• **WORK REQUIRED**:
Beginning with the line that has "Extract the road", please write out the remaining lines of the material exactly, the last one included.

• **THE INPUT**:
- Opening Delimiter -
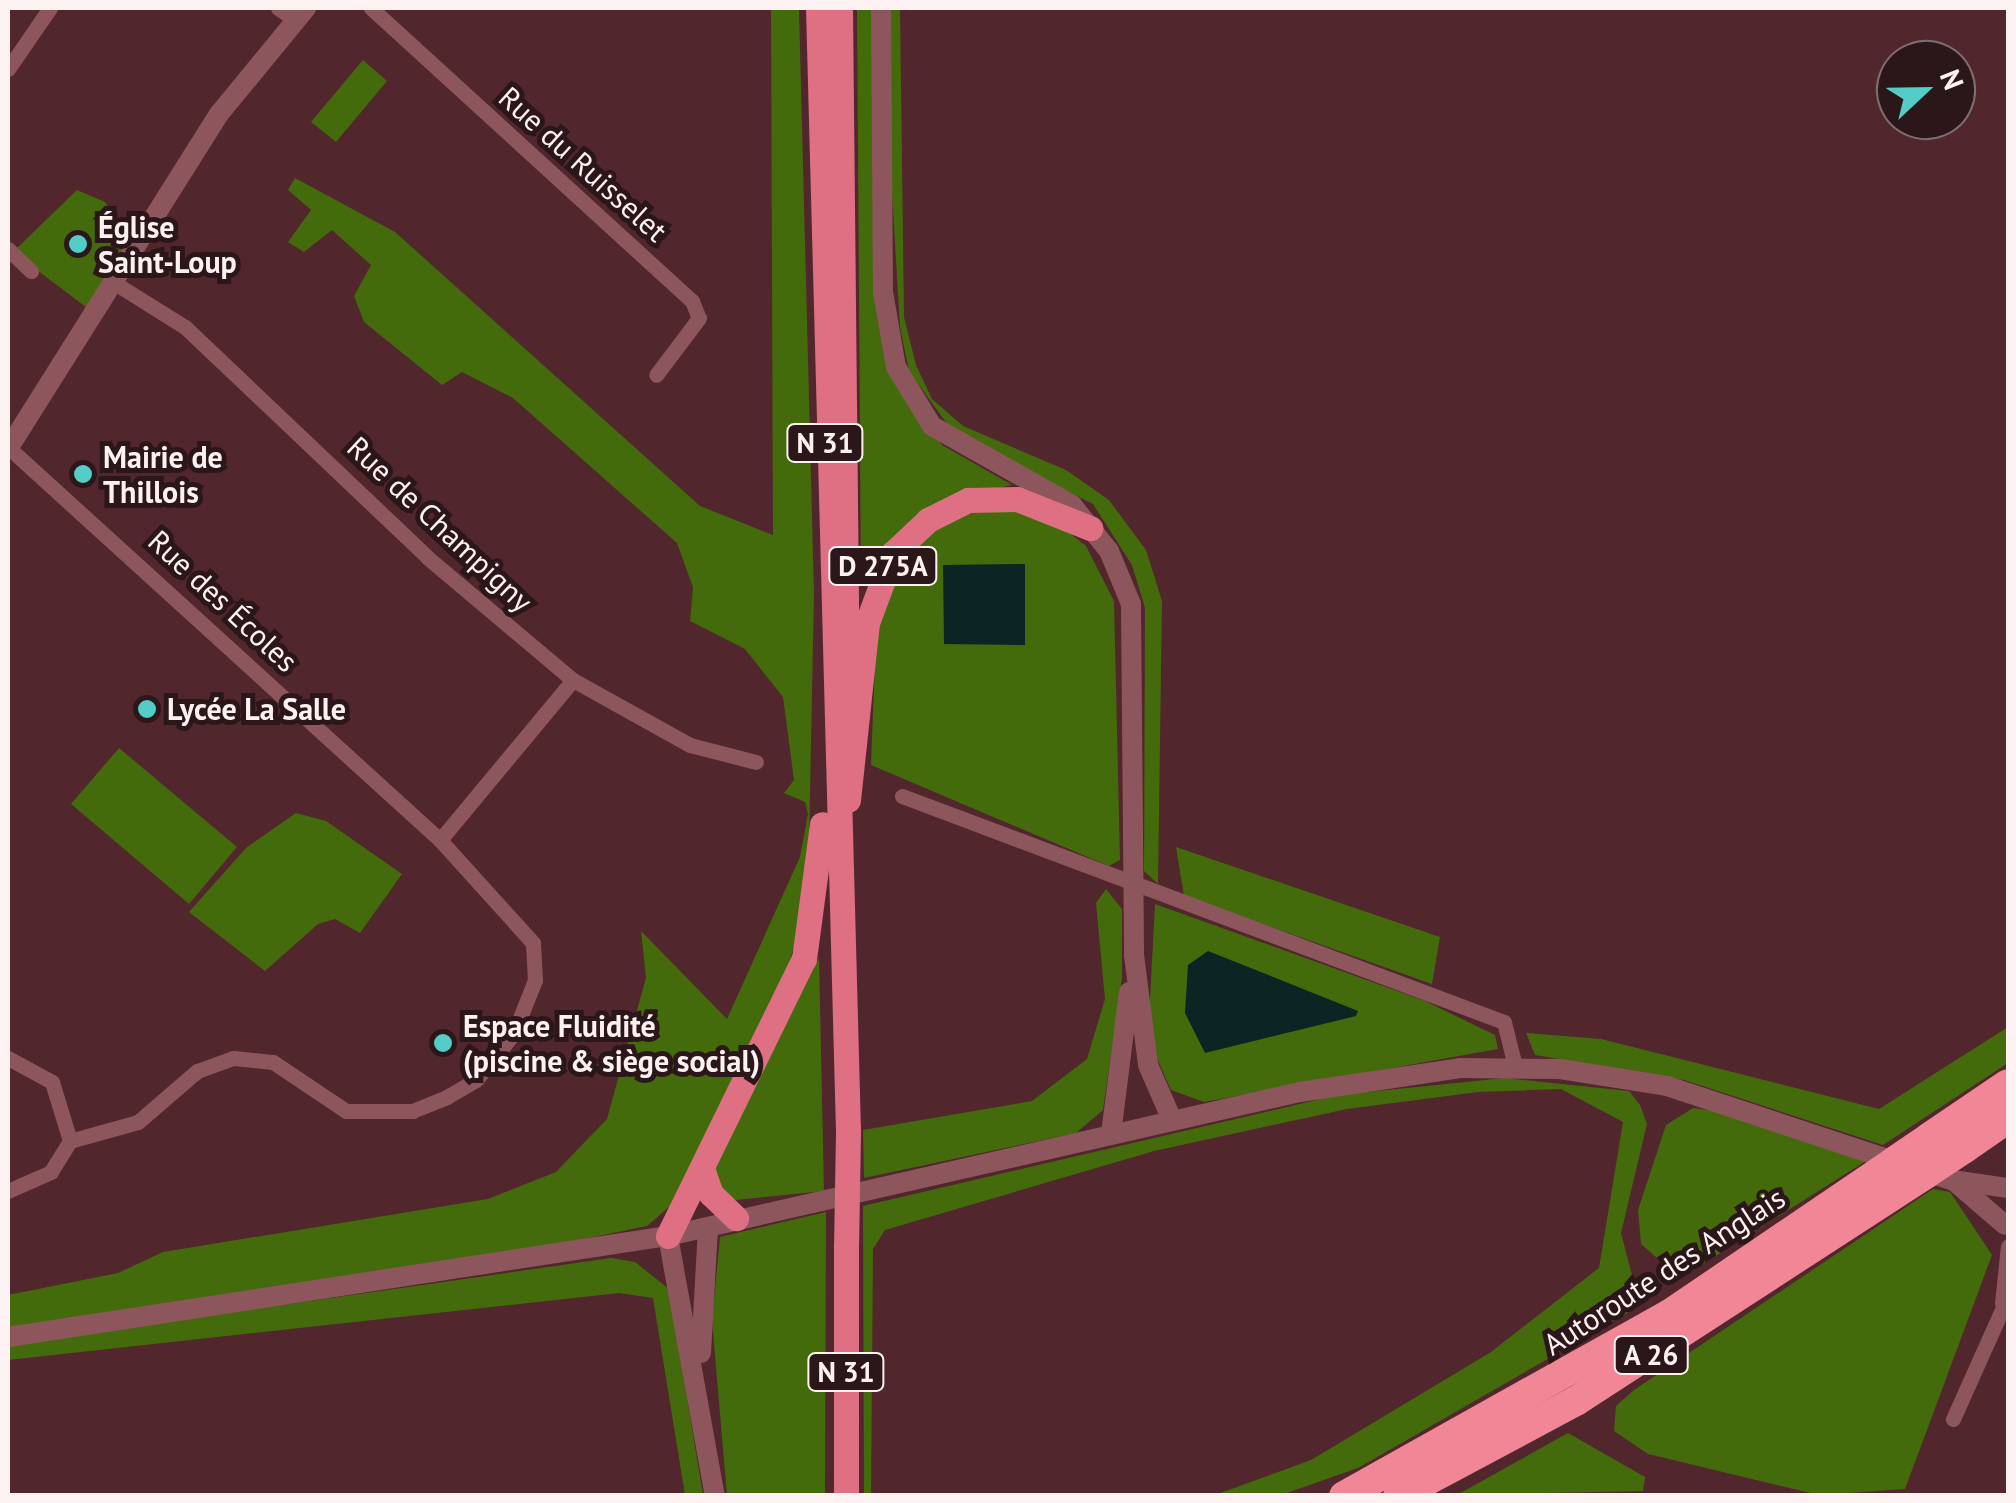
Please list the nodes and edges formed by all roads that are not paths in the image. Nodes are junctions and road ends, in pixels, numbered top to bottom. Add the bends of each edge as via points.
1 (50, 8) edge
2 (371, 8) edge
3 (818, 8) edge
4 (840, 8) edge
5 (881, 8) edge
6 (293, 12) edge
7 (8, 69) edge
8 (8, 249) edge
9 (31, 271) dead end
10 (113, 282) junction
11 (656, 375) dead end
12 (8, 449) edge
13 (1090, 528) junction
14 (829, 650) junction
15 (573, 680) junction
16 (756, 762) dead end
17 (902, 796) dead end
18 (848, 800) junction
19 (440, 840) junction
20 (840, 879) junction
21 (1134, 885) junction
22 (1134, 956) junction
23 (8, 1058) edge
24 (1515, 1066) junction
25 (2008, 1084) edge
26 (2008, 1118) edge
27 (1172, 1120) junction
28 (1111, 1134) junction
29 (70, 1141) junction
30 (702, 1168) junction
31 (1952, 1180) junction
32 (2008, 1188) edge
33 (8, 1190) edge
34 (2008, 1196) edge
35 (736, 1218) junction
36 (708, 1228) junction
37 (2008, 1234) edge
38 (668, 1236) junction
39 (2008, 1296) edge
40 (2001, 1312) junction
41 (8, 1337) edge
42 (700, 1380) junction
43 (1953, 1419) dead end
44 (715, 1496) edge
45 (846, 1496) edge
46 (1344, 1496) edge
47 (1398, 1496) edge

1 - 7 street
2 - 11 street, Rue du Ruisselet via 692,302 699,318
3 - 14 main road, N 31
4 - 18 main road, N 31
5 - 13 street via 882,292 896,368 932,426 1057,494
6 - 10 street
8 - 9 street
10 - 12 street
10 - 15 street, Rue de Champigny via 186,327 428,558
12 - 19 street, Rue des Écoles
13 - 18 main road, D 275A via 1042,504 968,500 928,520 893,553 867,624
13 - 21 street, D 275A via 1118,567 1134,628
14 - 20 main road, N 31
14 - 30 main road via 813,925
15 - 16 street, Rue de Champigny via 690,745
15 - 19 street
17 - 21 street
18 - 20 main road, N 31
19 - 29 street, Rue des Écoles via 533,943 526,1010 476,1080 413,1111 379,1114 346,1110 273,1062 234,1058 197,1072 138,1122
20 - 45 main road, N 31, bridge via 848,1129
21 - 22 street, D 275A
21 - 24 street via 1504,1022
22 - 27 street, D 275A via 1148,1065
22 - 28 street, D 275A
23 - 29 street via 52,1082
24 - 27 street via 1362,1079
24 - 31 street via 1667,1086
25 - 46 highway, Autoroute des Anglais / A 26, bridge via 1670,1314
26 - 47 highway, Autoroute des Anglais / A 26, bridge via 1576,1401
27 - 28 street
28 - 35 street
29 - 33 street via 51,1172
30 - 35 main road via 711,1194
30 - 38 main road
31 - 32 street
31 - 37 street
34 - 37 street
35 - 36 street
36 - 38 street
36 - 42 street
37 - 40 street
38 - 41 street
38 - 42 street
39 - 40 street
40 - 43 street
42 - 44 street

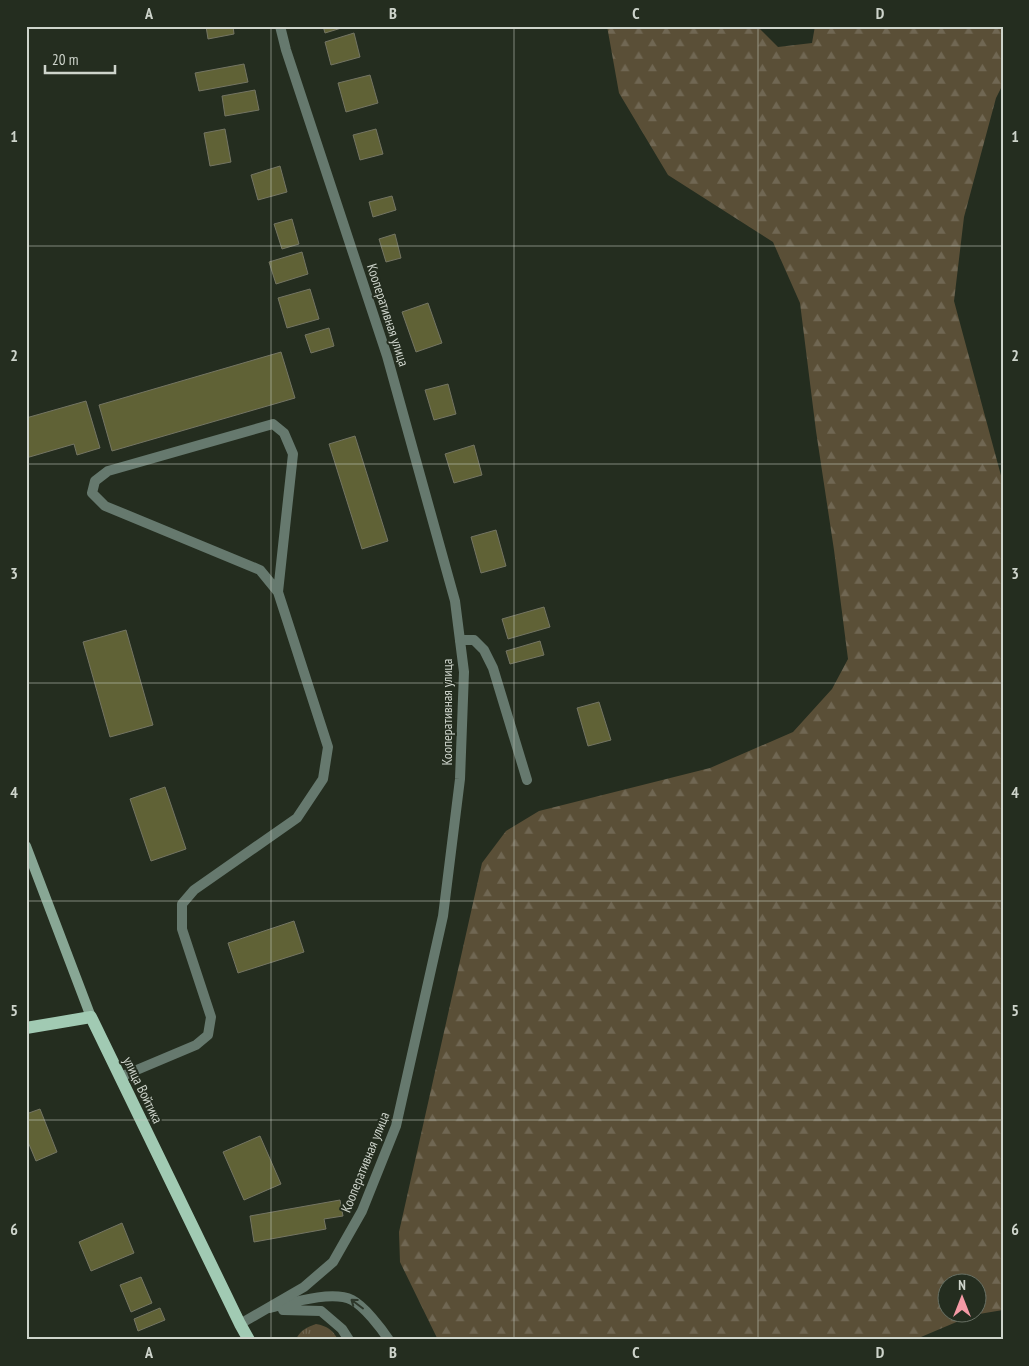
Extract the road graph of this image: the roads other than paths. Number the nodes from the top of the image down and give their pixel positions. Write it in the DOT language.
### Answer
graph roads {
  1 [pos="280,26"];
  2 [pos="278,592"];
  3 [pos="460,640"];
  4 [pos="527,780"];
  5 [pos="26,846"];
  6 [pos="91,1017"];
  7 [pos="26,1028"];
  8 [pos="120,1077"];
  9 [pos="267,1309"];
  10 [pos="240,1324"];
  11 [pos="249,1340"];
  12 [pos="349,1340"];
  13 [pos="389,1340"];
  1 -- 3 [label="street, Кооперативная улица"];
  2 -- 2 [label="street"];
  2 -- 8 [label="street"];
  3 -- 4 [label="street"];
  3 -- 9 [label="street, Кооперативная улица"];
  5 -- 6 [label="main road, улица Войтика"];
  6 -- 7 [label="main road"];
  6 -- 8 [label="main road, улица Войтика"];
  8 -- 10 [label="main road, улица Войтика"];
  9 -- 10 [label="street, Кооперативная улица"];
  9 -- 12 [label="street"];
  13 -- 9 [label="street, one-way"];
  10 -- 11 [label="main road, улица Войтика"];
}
- Closing Delimiter -
• **SOLUTION TO THE EXERCISE**:
Extract the road graph of this image: the roads other than paths. Number the nodes from the top of the image down and give their pixel positions. Write it in the DOT language.
### Answer
graph roads {
  1 [pos="280,26"];
  2 [pos="278,592"];
  3 [pos="460,640"];
  4 [pos="527,780"];
  5 [pos="26,846"];
  6 [pos="91,1017"];
  7 [pos="26,1028"];
  8 [pos="120,1077"];
  9 [pos="267,1309"];
  10 [pos="240,1324"];
  11 [pos="249,1340"];
  12 [pos="349,1340"];
  13 [pos="389,1340"];
  1 -- 3 [label="street, Кооперативная улица"];
  2 -- 2 [label="street"];
  2 -- 8 [label="street"];
  3 -- 4 [label="street"];
  3 -- 9 [label="street, Кооперативная улица"];
  5 -- 6 [label="main road, улица Войтика"];
  6 -- 7 [label="main road"];
  6 -- 8 [label="main road, улица Войтика"];
  8 -- 10 [label="main road, улица Войтика"];
  9 -- 10 [label="street, Кооперативная улица"];
  9 -- 12 [label="street"];
  13 -- 9 [label="street, one-way"];
  10 -- 11 [label="main road, улица Войтика"];
}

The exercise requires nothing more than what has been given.